Work request:
Search the listing for the word "Answer" and copy every line where it turns up.

Exercise inputs:
((

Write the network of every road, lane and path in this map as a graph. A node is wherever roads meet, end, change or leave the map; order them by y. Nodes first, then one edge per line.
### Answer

))
((

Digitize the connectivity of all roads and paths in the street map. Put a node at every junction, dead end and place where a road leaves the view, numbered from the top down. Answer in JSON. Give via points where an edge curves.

))

Task result:
### Answer
Digitize the connectivity of all roads and paths in the street map. Put a node at every junction, dead end and place where a road leaves the view, numbered from the top down. Answer in JSON. Give via points where an edge curves.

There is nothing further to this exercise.